**SUPPLIED ENTRIES:**
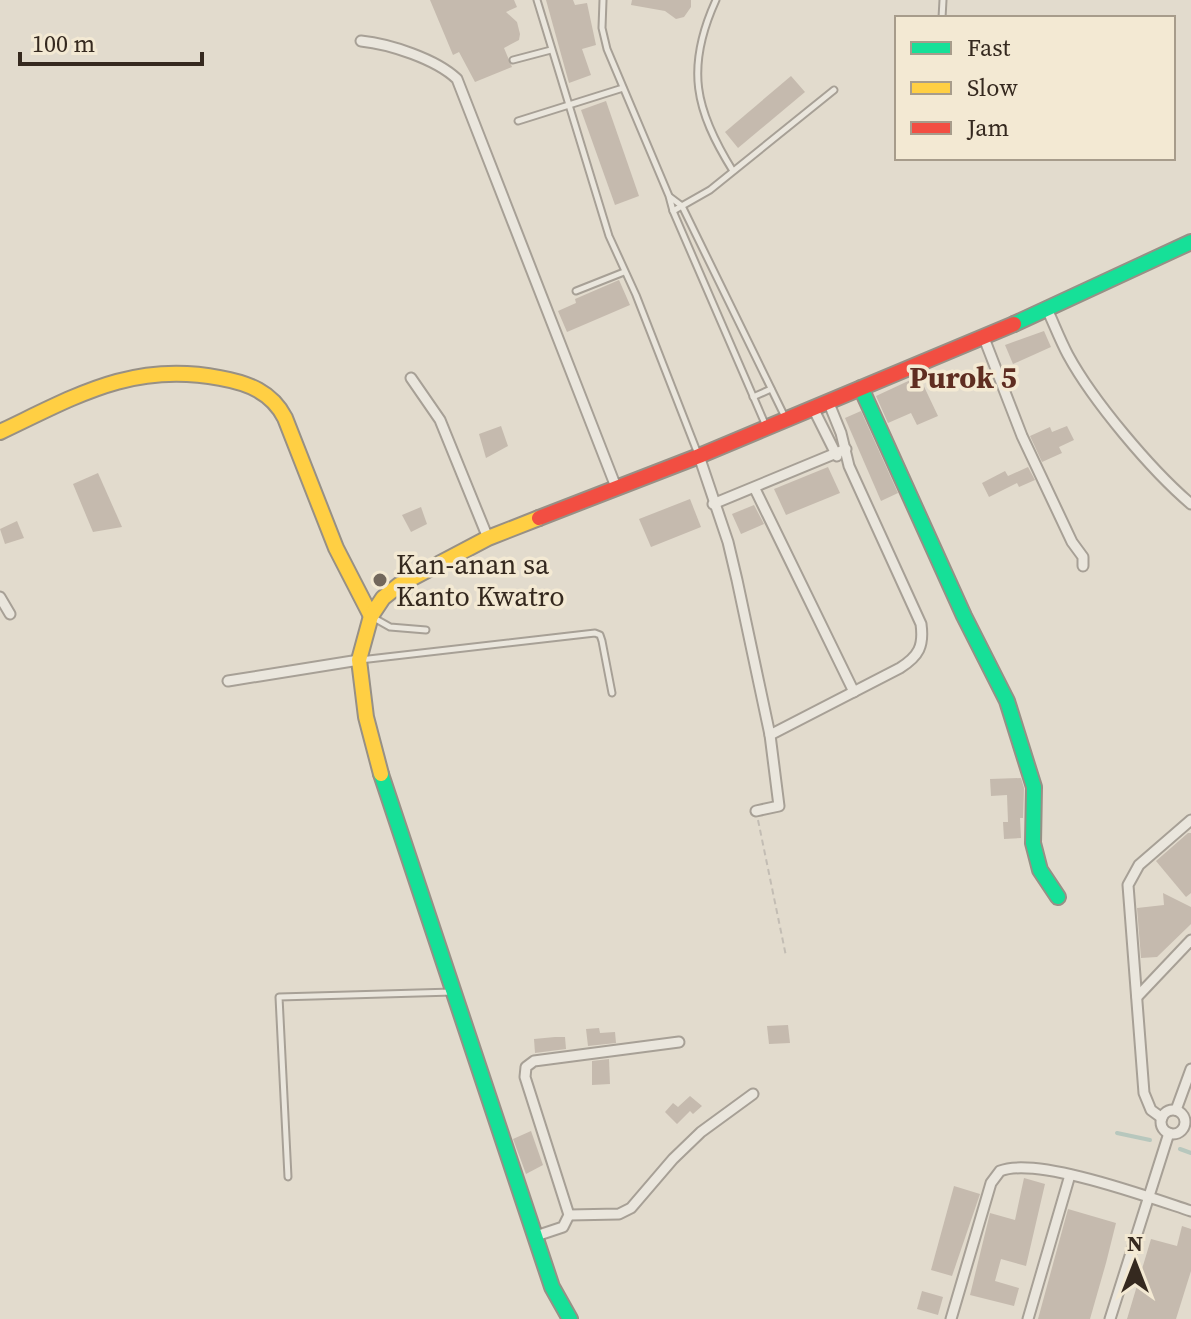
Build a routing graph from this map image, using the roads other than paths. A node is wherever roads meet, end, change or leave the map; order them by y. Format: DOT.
graph roads {
  1 [pos="537,0"];
  2 [pos="603,0"];
  3 [pos="716,0"];
  4 [pos="361,41"];
  5 [pos="551,50"];
  6 [pos="513,60"];
  7 [pos="623,88"];
  8 [pos="834,90"];
  9 [pos="569,106"];
  10 [pos="518,121"];
  11 [pos="733,171"];
  12 [pos="669,196"];
  13 [pos="682,206"];
  14 [pos="673,211"];
  15 [pos="1191,242"];
  16 [pos="624,272"];
  17 [pos="576,291"];
  18 [pos="1047,309"];
  19 [pos="984,338"];
  20 [pos="411,378"];
  21 [pos="861,388"];
  22 [pos="771,389"];
  23 [pos="753,397"];
  24 [pos="828,401"];
  25 [pos="813,408"];
  26 [pos="786,419"];
  27 [pos="767,427"];
  28 [pos="0,432"];
  29 [pos="846,449"];
  30 [pos="835,454"];
  31 [pos="699,456"];
  32 [pos="849,466"];
  33 [pos="616,487"];
  34 [pos="755,489"];
  35 [pos="713,504"];
  36 [pos="1191,504"];
  37 [pos="488,538"];
  38 [pos="1083,566"];
  39 [pos="0,597"];
  40 [pos="10,614"];
  41 [pos="371,616"];
  42 [pos="426,630"];
  43 [pos="359,660"];
  44 [pos="228,681"];
  45 [pos="854,692"];
  46 [pos="612,693"];
  47 [pos="770,735"];
  48 [pos="756,811"];
  49 [pos="1191,820"];
  50 [pos="1058,897"];
  51 [pos="1191,940"];
  52 [pos="454,992"];
  53 [pos="1137,997"];
  54 [pos="679,1042"];
  55 [pos="1191,1069"];
  56 [pos="1189,1085"];
  57 [pos="753,1094"];
  58 [pos="1176,1110"];
  59 [pos="1162,1118"];
  60 [pos="1187,1128"];
  61 [pos="1169,1133"];
  62 [pos="1070,1175"];
  63 [pos="288,1177"];
  64 [pos="1149,1197"];
  65 [pos="1191,1211"];
  66 [pos="569,1215"];
  67 [pos="536,1236"];
  68 [pos="570,1319"];
  69 [pos="951,1319"];
  70 [pos="1028,1319"];
  71 [pos="1110,1319"];
  1 -- 5 [label="lane"];
  2 -- 7 [label="lane"];
  3 -- 11 [label="lane"];
  4 -- 33 [label="street"];
  5 -- 6 [label="lane"];
  5 -- 9 [label="lane"];
  7 -- 9 [label="lane"];
  7 -- 12 [label="lane"];
  8 -- 11 [label="lane"];
  9 -- 10 [label="lane"];
  9 -- 16 [label="lane"];
  11 -- 13 [label="lane"];
  12 -- 13 [label="lane"];
  12 -- 14 [label="lane"];
  13 -- 14 [label="lane"];
  13 -- 22 [label="lane"];
  14 -- 23 [label="lane"];
  15 -- 18 [label="street"];
  16 -- 17 [label="lane"];
  16 -- 31 [label="lane"];
  18 -- 19 [label="street"];
  18 -- 36 [label="street"];
  19 -- 21 [label="street"];
  19 -- 38 [label="street"];
  20 -- 37 [label="street"];
  21 -- 24 [label="street"];
  21 -- 50 [label="street"];
  22 -- 23 [label="lane"];
  22 -- 26 [label="lane"];
  23 -- 27 [label="lane"];
  24 -- 25 [label="street"];
  24 -- 29 [label="street"];
  25 -- 26 [label="street"];
  25 -- 30 [label="street"];
  26 -- 27 [label="street"];
  27 -- 31 [label="street"];
  28 -- 41 [label="street"];
  29 -- 30 [label="street"];
  29 -- 32 [label="street"];
  30 -- 32 [label="street"];
  30 -- 34 [label="street"];
  31 -- 33 [label="street"];
  31 -- 35 [label="street"];
  32 -- 45 [label="street"];
  33 -- 37 [label="street"];
  34 -- 35 [label="street"];
  34 -- 45 [label="street"];
  35 -- 47 [label="street"];
  37 -- 41 [label="street"];
  39 -- 40 [label="street"];
  41 -- 42 [label="lane"];
  41 -- 43 [label="street"];
  43 -- 44 [label="street"];
  43 -- 46 [label="lane"];
  43 -- 52 [label="street"];
  45 -- 47 [label="street"];
  47 -- 48 [label="street"];
  49 -- 53 [label="street"];
  51 -- 53 [label="street"];
  52 -- 63 [label="lane"];
  52 -- 67 [label="street"];
  53 -- 59 [label="street"];
  54 -- 66 [label="street"];
  55 -- 56 [label="street"];
  56 -- 58 [label="street"];
  57 -- 66 [label="street"];
  58 -- 59 [label="street"];
  58 -- 60 [label="street"];
  59 -- 61 [label="street"];
  60 -- 61 [label="street"];
  61 -- 64 [label="street"];
  62 -- 64 [label="street"];
  62 -- 69 [label="street"];
  62 -- 70 [label="street"];
  64 -- 65 [label="street"];
  64 -- 71 [label="street"];
  66 -- 67 [label="street"];
  67 -- 68 [label="street"];
}
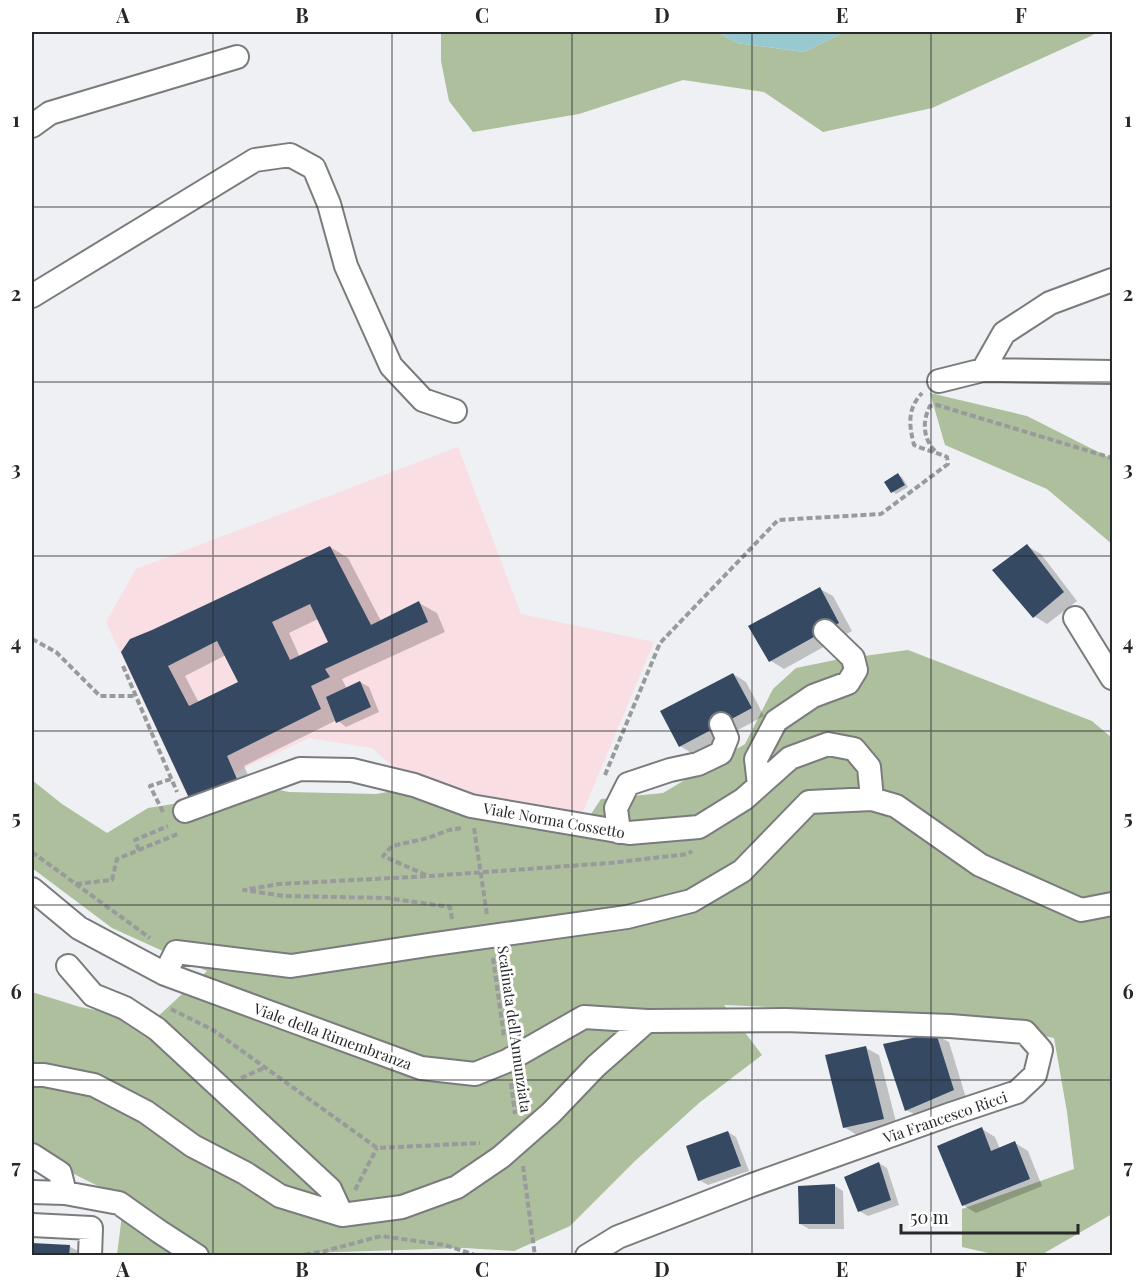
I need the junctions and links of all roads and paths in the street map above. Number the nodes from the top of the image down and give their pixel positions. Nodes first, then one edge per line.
1 (237, 57) dead end
2 (32, 126) edge
3 (1113, 280) edge
4 (32, 296) edge
5 (983, 370) junction
6 (1113, 372) edge
7 (939, 381) joint
8 (455, 411) dead end
9 (936, 452) junction
10 (1113, 458) edge
11 (1075, 618) dead end
12 (825, 631) dead end
13 (32, 639) edge
14 (123, 666) dead end
15 (1113, 678) edge
16 (136, 696) junction
17 (721, 724) dead end
18 (171, 779) junction
19 (602, 783) dead end
20 (759, 785) junction
21 (872, 799) junction
22 (185, 812) joint
23 (619, 832) junction
24 (179, 834) dead end
25 (698, 848) dead end
26 (139, 850) junction
27 (32, 852) edge
28 (481, 872) junction
29 (430, 876) junction
30 (76, 884) junction
31 (32, 889) edge
32 (1113, 904) edge
33 (490, 936) junction
34 (428, 945) junction
35 (68, 966) dead end
36 (160, 971) junction
37 (163, 1004) dead end
38 (647, 1021) junction
39 (507, 1061) junction
40 (265, 1068) junction
41 (32, 1075) edge
42 (237, 1080) dead end
43 (519, 1142) junction
44 (484, 1143) dead end
45 (377, 1148) junction
46 (32, 1155) edge
47 (32, 1192) edge
48 (65, 1193) junction
49 (342, 1215) junction
50 (32, 1225) edge
51 (90, 1256) edge
52 (197, 1256) edge
53 (296, 1256) edge
54 (478, 1256) edge
55 (535, 1256) edge
56 (587, 1256) edge

1 - 2 street
3 - 5 street
4 - 8 street
5 - 6 street
5 - 7 street
7 - 9 path
9 - 10 path
9 - 19 path
11 - 15 street
12 - 20 street
13 - 16 path
14 - 16 path
16 - 18 path
17 - 23 street
18 - 22 path
18 - 26 path
20 - 21 street, Viale Norma Cossetto
20 - 23 street, Viale Norma Cossetto
21 - 32 street
21 - 33 street
22 - 23 street, Viale Norma Cossetto
24 - 26 path
25 - 28 path
26 - 30 path
27 - 30 path
28 - 29 path
28 - 29 path, Scalinata dell'Annunziata
28 - 33 path, Scalinata dell'Annunziata
29 - 34 path
30 - 36 path
31 - 36 street, Viale della Rimembranza
33 - 34 street
33 - 39 path, Scalinata dell'Annunziata
34 - 36 street
35 - 49 street
36 - 39 street, Viale della Rimembranza
37 - 40 path
38 - 39 street, Viale della Rimembranza
38 - 43 street
38 - 56 street, Via Francesco Ricci
39 - 43 path, Scalinata dell'Annunziata
40 - 42 path
40 - 45 path
41 - 49 street
43 - 49 street
43 - 55 path, Scalinata dell'Annunziata
44 - 45 path
45 - 49 path
46 - 48 street
47 - 48 street
48 - 52 street
50 - 51 street
53 - 54 path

**YOUR ASSIGNMENT:** Search the entries for the string "from". Copy every line that has it.

**EXERCISE OUTPUT:**
Build a routing graph from this map image, using the roads other than paths. A node is wherever roads meet, end, change or leave the map; order them by y. Format: DOT.
I need the junctions and links of all roads and paths in the street map above. Number the nodes from the top of the image down and give their pixel positions. Nodes first, then one edge per line.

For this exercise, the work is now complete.